In 1500s fishermen along Peruscoastline were shocked to see millions of dead
seabirds washed up on the beach. The birds had died because of a decline in the fish
population which was their main food source. About the same time sailors noted changes in
ocean currents and wind patterns. Since these abnormal conditions reached a peak around
December the Peruvians called it El Nino meaning little boy in honour of the
infant Jesus. An El Nino starts every three to seven years when a vast pool of warm water
moves eastward in the tropical Pacific Ocean affecting air circulation and rainfall
patterns over the world.
Under normal conditions there is a high-pressure condition over eastern Pacific Ocean and
a low-pressure condition exists over western Pacific. This makes Trade Winds blow
westwards from the high-pressure area to the low pressure one. The winds also push
seawater west towards Australia and Indonesia. Sea surface is actually two feet higher
around Indonesia than it is near the South American coast. The water that blows westward
is replaced by cold water from deeper levels and a vibrant ecosystem thrives on this cold,
nutrient-laden seawater that rises to the surface along the South American coastline. So
the cool sea surface feeds a vibrant fishery in Peru and Ecuador. In contrast the sea
surface near Indonesia (western Pacific) is hot and as water evaporates from the ocean, it
creates clouds and brings normal rains to surrounding regions.
El Nino year
During an El Nino, the high and low-pressure conditions weaken and Trade Winds weaken too.
This allows warm seawater around Indonesia to surge towards South America as the ocean
sloshes east-wards, seeking to level itself out. The upward movement of cold water along
South America stops and the fish die in huge numbers because they dont get the
supply of nutritious, cold water. This is often the most visible sign of El Nino.

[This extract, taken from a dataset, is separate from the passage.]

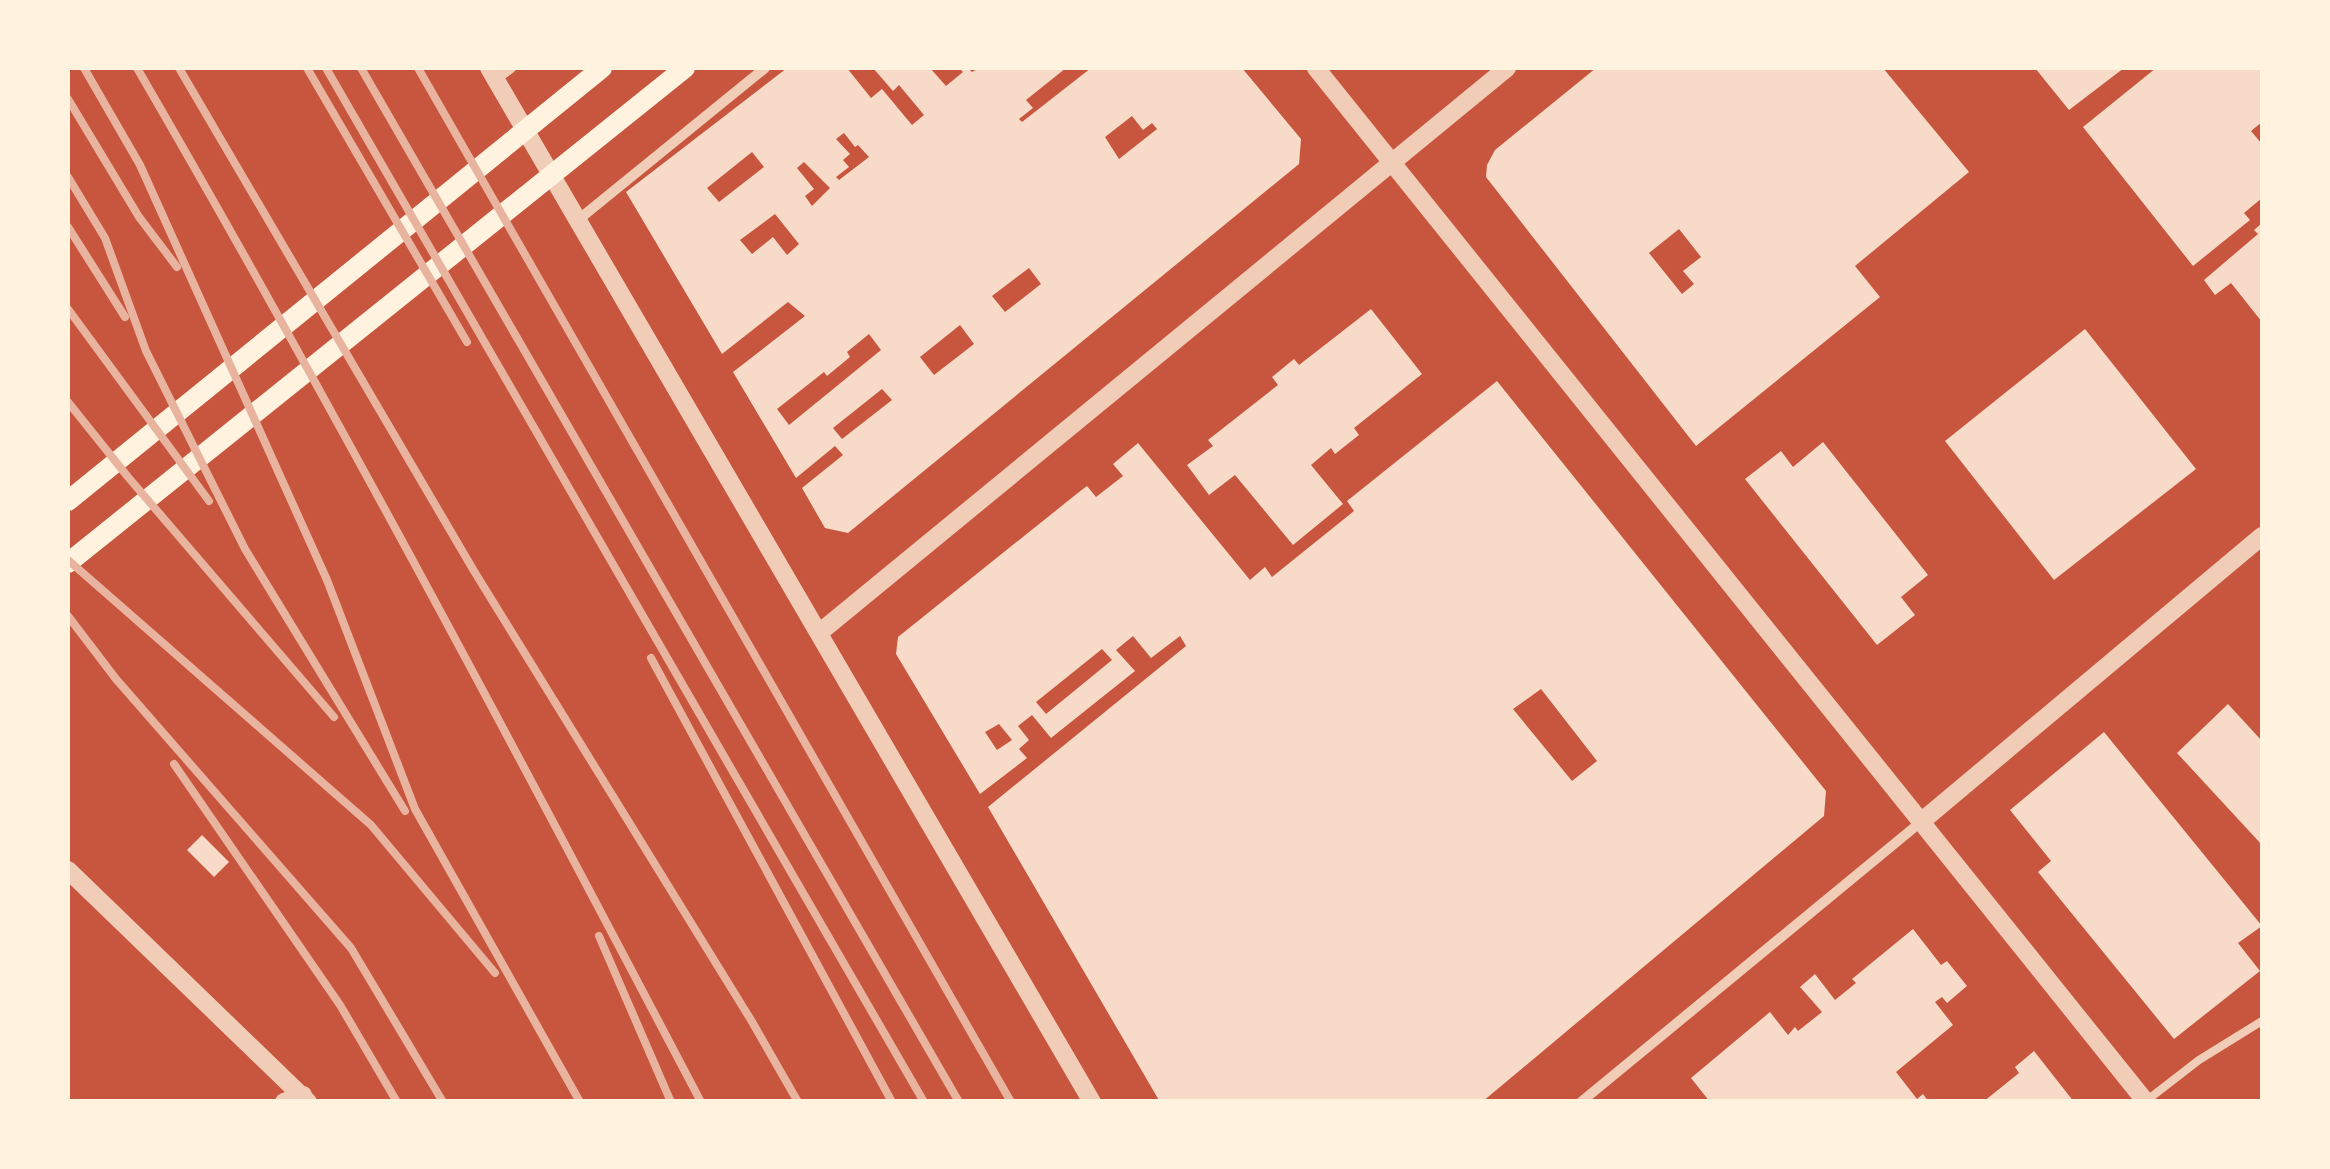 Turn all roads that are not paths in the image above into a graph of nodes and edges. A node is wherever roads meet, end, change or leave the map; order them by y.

Once the warm waters move eastward, the winds and currents change. This causes weather
upheavals around the world bringing rains to the normally dry American coast and droughts
to other parts. The El Nino in 1982-83, for instance, caused droughts in southern Africa,
India, Indonesia and southern Peru. On the other hand heavy rains flooded Ecuador,
Northern Peru and Cuba while hurricanes lashed Tahiti and Hawaii.
El Nino years tend to be warmer than usual and may lead to a global heat wave. But the
reverse can happen too. Scientists explain that global warming could intensify El Nino if
warm temperatures increased evaporation from land. The extra moisture in the air could
strengthen storms and floods associated with El Nino.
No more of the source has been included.